Material provided:
┌──
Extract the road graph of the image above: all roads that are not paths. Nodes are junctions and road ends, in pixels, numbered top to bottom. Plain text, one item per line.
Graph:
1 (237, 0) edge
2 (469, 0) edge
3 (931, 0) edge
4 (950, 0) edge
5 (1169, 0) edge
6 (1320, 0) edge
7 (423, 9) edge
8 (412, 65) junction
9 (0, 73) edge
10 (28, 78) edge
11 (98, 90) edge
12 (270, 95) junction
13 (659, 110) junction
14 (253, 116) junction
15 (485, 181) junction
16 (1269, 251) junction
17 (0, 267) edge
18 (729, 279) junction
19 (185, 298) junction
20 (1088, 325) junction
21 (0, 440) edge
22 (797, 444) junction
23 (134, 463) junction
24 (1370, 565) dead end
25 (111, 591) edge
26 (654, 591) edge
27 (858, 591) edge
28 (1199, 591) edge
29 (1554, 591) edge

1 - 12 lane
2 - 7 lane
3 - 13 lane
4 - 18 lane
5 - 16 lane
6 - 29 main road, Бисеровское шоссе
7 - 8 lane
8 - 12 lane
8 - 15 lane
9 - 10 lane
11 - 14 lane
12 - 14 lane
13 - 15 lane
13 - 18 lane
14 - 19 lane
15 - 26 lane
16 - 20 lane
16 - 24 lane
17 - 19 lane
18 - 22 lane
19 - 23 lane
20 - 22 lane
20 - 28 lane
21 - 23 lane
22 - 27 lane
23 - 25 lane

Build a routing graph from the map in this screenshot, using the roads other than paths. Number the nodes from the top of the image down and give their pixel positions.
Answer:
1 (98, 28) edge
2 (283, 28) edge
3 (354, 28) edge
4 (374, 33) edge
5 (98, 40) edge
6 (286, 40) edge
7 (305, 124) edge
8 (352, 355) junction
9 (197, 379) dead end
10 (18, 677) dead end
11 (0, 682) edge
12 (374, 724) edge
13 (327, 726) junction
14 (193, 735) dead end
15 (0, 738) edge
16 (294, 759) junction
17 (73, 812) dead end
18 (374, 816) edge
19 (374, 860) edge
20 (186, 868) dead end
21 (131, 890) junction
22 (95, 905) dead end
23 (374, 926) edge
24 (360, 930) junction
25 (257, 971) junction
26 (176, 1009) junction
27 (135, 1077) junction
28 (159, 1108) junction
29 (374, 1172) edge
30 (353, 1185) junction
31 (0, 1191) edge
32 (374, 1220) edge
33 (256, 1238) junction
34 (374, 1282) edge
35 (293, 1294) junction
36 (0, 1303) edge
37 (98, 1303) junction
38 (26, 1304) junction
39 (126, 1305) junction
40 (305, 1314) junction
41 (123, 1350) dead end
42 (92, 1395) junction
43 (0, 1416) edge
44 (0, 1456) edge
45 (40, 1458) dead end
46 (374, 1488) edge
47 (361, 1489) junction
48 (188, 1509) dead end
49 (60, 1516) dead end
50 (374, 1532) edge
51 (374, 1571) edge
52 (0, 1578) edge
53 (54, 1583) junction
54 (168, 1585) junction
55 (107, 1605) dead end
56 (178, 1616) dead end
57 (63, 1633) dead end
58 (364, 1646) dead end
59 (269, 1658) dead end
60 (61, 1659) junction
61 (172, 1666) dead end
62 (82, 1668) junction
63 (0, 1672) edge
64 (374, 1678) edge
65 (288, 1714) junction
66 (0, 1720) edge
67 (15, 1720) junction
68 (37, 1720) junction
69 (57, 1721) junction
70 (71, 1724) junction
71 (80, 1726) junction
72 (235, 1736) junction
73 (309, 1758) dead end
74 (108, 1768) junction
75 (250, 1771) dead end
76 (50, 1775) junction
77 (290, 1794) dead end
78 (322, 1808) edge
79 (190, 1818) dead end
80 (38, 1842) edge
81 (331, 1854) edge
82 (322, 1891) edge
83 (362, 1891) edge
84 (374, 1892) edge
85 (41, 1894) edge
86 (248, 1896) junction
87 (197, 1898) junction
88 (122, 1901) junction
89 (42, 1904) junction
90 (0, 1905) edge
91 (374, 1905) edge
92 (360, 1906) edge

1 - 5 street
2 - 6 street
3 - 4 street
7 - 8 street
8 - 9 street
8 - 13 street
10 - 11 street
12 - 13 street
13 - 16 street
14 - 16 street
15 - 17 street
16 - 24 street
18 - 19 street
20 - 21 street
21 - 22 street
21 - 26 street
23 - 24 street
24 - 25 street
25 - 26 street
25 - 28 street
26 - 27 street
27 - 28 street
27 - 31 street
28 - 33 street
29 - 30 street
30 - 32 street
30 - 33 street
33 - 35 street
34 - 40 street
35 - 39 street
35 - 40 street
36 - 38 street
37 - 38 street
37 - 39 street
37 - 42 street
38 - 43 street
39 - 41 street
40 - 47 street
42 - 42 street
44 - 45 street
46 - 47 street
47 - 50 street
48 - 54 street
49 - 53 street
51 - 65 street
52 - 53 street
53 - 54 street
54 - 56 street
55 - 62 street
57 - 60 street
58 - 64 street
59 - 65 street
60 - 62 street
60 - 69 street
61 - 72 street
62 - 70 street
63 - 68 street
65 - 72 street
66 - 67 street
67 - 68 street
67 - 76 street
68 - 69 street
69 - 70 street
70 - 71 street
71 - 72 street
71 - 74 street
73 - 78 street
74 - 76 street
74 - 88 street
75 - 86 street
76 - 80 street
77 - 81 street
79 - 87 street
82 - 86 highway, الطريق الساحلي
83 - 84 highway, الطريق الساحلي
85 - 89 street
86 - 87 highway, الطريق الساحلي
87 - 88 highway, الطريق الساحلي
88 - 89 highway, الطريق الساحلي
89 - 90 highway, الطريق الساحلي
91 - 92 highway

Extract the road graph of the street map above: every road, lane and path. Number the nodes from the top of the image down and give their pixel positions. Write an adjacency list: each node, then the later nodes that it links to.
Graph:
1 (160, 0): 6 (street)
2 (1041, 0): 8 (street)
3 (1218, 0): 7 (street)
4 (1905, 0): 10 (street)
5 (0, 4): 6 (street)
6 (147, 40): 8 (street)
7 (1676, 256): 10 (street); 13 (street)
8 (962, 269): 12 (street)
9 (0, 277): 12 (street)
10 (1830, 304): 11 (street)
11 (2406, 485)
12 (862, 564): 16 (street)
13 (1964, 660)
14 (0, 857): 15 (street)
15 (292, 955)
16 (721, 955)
└──
Please copy every line from the entries that includes the word "الطريق".

Result of this task:
82 - 86 highway, الطريق الساحلي
83 - 84 highway, الطريق الساحلي
86 - 87 highway, الطريق الساحلي
87 - 88 highway, الطريق الساحلي
88 - 89 highway, الطريق الساحلي
89 - 90 highway, الطريق الساحلي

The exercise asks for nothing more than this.